Diploma students: you can work in teams in which case you need to accumulate a total difficulty of 2. You may also work on your own, in which case you only need a difficulty of 1.
Email me as soon as possible with a list of team members, even if you're working on your own.
If done properly the animations you create can be used to demonstrate data structures and algorithms in the DSA555/BTP500 courses in the following years.
Your code only needs to work in Firefox.
Plagiarism Rules
You may use any resources, including code from the internet or books. It will not be considered plagiarism as long as you mention where you got which code from. There is no minimum percentage of code in your assignment that you have to write completely by yourself.
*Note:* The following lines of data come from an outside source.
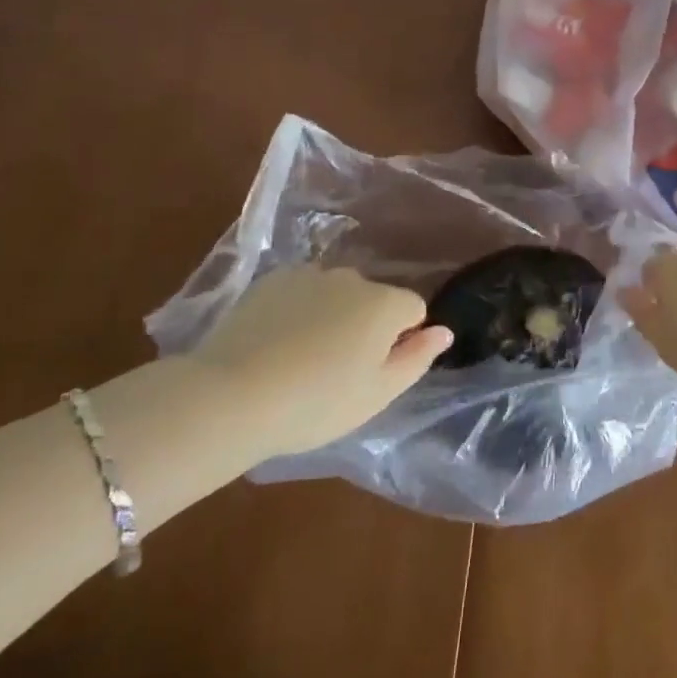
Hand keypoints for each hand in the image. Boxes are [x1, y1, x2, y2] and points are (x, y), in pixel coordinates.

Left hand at [193, 265, 450, 456]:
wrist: (233, 395)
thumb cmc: (317, 403)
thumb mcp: (377, 394)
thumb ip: (417, 358)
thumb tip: (444, 331)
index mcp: (384, 303)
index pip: (413, 309)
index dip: (401, 340)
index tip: (374, 372)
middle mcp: (352, 277)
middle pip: (373, 298)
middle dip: (365, 325)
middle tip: (338, 372)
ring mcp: (308, 274)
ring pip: (336, 294)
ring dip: (332, 316)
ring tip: (302, 360)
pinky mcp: (271, 280)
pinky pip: (301, 292)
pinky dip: (298, 311)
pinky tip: (276, 345)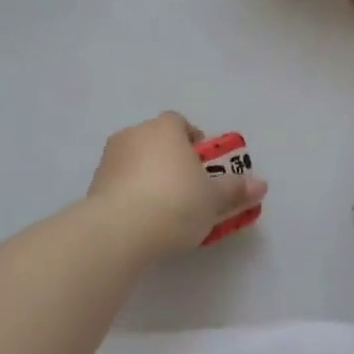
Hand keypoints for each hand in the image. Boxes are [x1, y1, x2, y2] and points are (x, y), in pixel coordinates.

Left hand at [87, 113, 267, 257]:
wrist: (119, 230)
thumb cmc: (175, 203)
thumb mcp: (213, 200)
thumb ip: (235, 190)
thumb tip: (260, 185)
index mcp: (165, 128)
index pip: (180, 123)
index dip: (194, 142)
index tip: (203, 167)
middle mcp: (134, 135)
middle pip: (157, 141)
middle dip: (171, 161)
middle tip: (188, 190)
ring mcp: (109, 159)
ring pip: (136, 163)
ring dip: (149, 178)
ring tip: (165, 211)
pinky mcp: (93, 185)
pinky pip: (120, 184)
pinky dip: (131, 196)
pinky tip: (142, 221)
You may also copy code from other students, but only with their permission, and again you have to mention who you got what code from.
If I see that some code has been copied and you haven't listed the source - I will consider it plagiarism, and treat it as explained in the Seneca Academic Policy.
Submission
Submit the following to Moodle:
- A zip file with all your work so I can extract it and run it.
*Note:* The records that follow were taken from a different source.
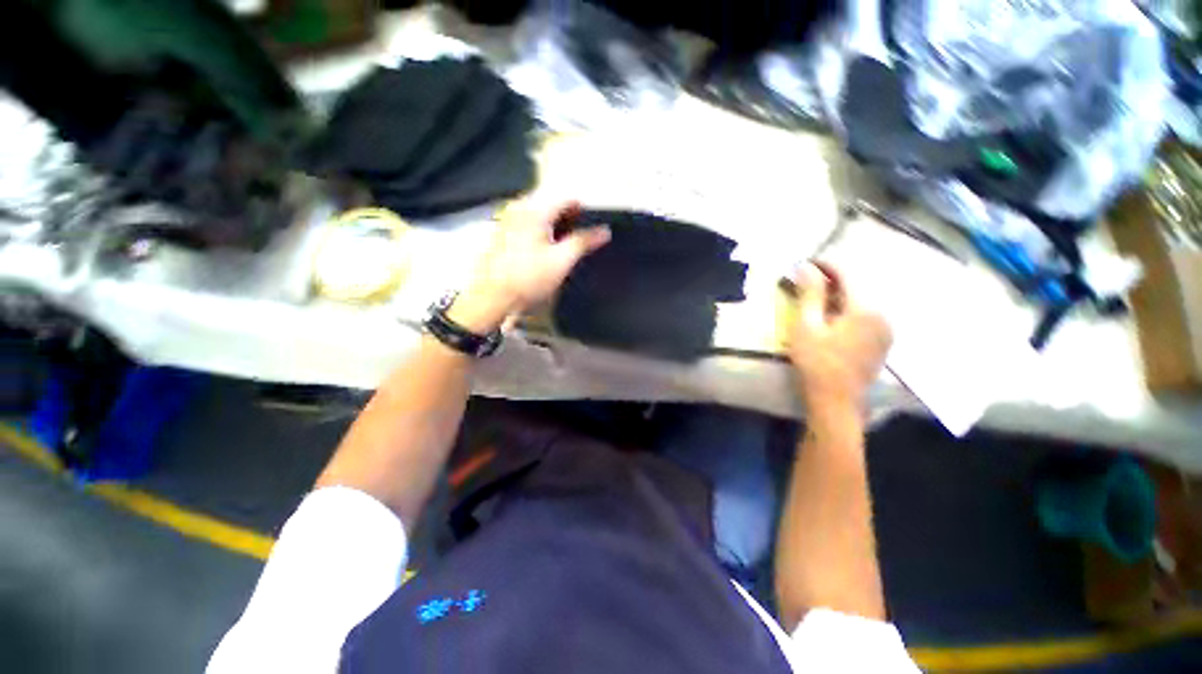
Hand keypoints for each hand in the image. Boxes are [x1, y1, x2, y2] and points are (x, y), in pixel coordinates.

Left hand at [449, 201, 610, 333]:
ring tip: (565, 247)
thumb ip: (584, 242)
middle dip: (569, 219)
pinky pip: (527, 225)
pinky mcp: (502, 234)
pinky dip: (540, 232)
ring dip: (555, 226)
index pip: (567, 199)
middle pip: (552, 205)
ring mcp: (507, 220)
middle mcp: (518, 208)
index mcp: (535, 210)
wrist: (492, 298)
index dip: (584, 211)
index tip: (593, 227)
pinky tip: (544, 251)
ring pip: (539, 215)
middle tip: (580, 239)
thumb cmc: (528, 278)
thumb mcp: (562, 260)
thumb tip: (604, 231)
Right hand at [786, 262, 891, 411]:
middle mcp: (883, 314)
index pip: (848, 273)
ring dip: (840, 294)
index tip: (805, 264)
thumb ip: (810, 293)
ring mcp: (886, 329)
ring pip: (863, 300)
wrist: (836, 400)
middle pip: (858, 285)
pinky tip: (832, 317)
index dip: (826, 265)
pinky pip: (867, 314)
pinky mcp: (883, 341)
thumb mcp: (807, 326)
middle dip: (832, 280)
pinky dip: (848, 308)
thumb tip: (806, 266)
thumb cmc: (816, 362)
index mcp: (865, 308)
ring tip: (816, 298)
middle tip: (806, 282)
- The file where you list the sources of your code, including a list of what each team member worked on.
The deadline for this assignment is the 30th of march. Late penalty is 10% per day. Even if your assignment is 5 days late or more - you still need to submit a satisfactory assignment to pass the course.
This assignment is worth 25% of your final grade.
Data Structures and Algorithms to Choose From
Stack
Difficulty: 1
Inspiration: http://www.cosc.canterbury.ac.nz/mukundan/dsal/StackAppl.html
The canvas will only have the stack itself. In the page beside the canvas there will be:
- A field that can be used to specify the value of the next element to be inserted, it can only be an unsigned integer.
- A button to push the element with the value in the field onto the stack.
- A button to pop an element off the stack. The value in the popped element has to be displayed somewhere in the canvas.
- The push/pop operations have to be animated.
Queue
Difficulty: 1
Inspiration: http://www.cosc.canterbury.ac.nz/mukundan/dsal/QueueAppl.html
The canvas will only have the queue itself, arranged horisontally (not vertically as in the example above). In the page beside the canvas there will be:
- A field that can be used to specify the value of the next element to be inserted, it can only be an unsigned integer.
- A button to enqueue the element with the value in the field into the queue.
- A button to dequeue the element from the front of the queue. The value in the dequeued element has to be displayed somewhere in the canvas.
- The enqueue/dequeue operations have to be animated.
Cyclic Queue
Difficulty: 1
Inspiration: http://www.cosc.canterbury.ac.nz/mukundan/dsal/CQueueAppl.html
This is the same as the Queue above, except all the space is preallocated, just not beeing used. Also both the front and rear of the queue may move upon enqueue/dequeue.
Singly Linked List
Difficulty: 1
Inspiration: http://www.cosc.canterbury.ac.nz/mukundan/dsal/LinkListAppl.html
This is a singly linked list. The canvas will only have the list itself, including all the elements, connected by arrows (pointers). In the page beside the canvas there will be:
- A field that can be used to specify the value of the next element to be inserted, it can only be an unsigned integer.
- A button to prepend the element with the value in the field to the list.
- A button to remove the element from the front of the queue. The value in the removed element has to be displayed somewhere in the canvas.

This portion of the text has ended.